Genetic influences on taste: Our papillae code for tastes based on the proteins that are expressed in that taste bud and it is our genes that control the expression of those proteins. Given this arrangement, it is not surprising that there would be genetic differences in taste sensitivity. A early insight into the link between genes and gustation was the discovery that the chemical PTC is perceived as bitter to about two-thirds of tasters and tasteless to the rest. As PTC is toxic in large doses, the related chemical PROP is used in research and demonstrations due to its lower toxicity. This relationship between genotype and behavior has more meaning than just classroom demonstrations of PROP sensitivity and an example of this is the possible link between POPR sensitivity and alcoholism.
Genetics, taste and alcoholism: For example, the gene TAS2R38 expresses a protein that encodes the bitter sensation. Different genotypes of this gene lead to varying abilities to perceive bitter substances; individuals with some variants are quite sensitive to bitter while other genotypes attenuate the experience. A heightened sensitivity to bitterness also means that ethanol is experienced as being bitter. PROP sensitive individuals find the taste of alcohol to be less pleasant. Alcoholism certainly has many causes; some cultural, some environmental and genetic aspects that relate to impulsivity, and inability to control craving, a genetic trait that codes the taste of alcohol to be unpleasantly bitter is one of the many roots causes of this disease.
Supertasters: While deficits are clinically interesting, understanding how some individuals have unusual gustatory abilities also helps us understand how taste works. The term ‘supertaster’ was coined by Linda Bartoshuk, a scientist whose career was devoted to investigating how genes shape the perception of taste. Barkoshuk and her colleagues found individuals whose sensitivity to tastes was unusually high. Such individuals were not processing taste with the same sensitivity as normals but with a lower criterion for response as a person who lived in an earthquake zone might be no better at detecting ground vibrations but might have a lower threshold for anxiety if they occur), Barkoshuk’s supertasters had considerably lower thresholds for detecting certain tastes. For example, supertasters find PROP to be considerably more bitter than the rest of us.

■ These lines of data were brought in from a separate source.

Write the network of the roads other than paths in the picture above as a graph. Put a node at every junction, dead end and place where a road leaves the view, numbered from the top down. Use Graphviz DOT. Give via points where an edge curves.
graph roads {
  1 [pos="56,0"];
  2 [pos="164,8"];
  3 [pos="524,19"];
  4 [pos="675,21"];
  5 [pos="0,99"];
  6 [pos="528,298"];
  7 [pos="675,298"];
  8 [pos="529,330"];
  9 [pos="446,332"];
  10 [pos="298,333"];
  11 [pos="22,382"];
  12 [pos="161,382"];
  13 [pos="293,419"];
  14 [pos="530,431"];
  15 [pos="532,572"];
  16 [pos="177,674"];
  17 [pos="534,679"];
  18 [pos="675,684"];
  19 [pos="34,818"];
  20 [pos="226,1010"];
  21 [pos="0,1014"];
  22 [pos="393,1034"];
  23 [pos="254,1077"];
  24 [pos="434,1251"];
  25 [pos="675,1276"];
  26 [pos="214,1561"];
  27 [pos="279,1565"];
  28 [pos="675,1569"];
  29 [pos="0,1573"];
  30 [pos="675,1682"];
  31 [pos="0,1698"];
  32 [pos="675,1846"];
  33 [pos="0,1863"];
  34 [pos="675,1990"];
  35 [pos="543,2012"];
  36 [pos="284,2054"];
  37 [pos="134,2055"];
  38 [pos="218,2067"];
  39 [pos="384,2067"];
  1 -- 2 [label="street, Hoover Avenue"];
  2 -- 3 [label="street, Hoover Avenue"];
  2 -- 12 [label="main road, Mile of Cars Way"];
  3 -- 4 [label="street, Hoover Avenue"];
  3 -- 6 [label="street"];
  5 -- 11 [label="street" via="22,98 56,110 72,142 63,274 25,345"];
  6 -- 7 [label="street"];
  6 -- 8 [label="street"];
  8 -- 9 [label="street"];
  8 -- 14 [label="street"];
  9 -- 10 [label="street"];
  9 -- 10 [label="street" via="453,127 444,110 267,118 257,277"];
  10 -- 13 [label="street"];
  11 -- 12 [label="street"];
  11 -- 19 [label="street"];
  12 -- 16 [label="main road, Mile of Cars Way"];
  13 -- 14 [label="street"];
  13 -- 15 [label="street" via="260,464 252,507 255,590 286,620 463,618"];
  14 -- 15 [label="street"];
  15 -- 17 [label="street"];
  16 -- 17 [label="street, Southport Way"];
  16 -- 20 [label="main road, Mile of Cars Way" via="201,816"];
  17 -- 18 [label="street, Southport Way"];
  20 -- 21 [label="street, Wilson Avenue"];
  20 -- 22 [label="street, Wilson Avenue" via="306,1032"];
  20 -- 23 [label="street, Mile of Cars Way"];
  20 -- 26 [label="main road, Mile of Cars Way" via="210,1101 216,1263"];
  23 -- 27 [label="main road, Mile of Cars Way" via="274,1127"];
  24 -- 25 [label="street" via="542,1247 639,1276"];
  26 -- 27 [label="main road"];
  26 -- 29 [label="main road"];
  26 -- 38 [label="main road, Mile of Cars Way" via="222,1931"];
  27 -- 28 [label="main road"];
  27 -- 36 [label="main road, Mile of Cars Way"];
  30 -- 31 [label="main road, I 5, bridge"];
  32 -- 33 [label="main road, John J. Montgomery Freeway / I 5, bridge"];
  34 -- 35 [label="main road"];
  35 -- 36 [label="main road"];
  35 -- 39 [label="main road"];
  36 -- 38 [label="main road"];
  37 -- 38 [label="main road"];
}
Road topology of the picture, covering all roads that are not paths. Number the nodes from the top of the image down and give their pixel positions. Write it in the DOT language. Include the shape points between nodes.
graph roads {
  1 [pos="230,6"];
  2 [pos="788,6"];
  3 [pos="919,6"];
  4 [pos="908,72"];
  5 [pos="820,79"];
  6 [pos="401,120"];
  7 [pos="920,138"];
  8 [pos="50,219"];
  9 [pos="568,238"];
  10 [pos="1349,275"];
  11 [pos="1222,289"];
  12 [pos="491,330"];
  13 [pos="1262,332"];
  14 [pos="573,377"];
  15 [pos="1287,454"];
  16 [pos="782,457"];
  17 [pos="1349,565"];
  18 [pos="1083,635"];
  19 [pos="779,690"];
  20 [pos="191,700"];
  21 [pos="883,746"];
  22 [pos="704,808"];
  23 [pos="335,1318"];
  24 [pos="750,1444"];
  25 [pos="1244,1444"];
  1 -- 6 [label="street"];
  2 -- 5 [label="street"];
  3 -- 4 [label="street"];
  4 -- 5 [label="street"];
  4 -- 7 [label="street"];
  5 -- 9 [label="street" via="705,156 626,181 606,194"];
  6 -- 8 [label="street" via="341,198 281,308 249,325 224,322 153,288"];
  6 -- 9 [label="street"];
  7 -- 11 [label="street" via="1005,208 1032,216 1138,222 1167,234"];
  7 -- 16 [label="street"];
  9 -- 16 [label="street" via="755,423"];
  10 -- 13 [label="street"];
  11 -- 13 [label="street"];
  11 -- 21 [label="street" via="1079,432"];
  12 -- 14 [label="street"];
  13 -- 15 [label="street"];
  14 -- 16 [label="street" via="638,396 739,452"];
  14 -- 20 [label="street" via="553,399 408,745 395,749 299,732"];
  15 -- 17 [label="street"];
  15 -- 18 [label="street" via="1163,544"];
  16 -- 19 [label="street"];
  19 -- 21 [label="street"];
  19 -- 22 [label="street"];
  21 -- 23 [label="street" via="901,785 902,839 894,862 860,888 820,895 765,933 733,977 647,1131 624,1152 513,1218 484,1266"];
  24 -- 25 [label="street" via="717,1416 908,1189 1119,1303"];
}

If Bartoskuk were right that supertesters are atypical, then supertasters should differ from most individuals in some anatomical or physiological aspect of gustation and confirmatory evidence was soon coming. Supertasters have many more taste buds than normals and this abundance of receptors certainly plays a role in the phenomenon.
Are you a supertaster? The IM contains a set of simple instructions for using common materials to identify supertasters among students.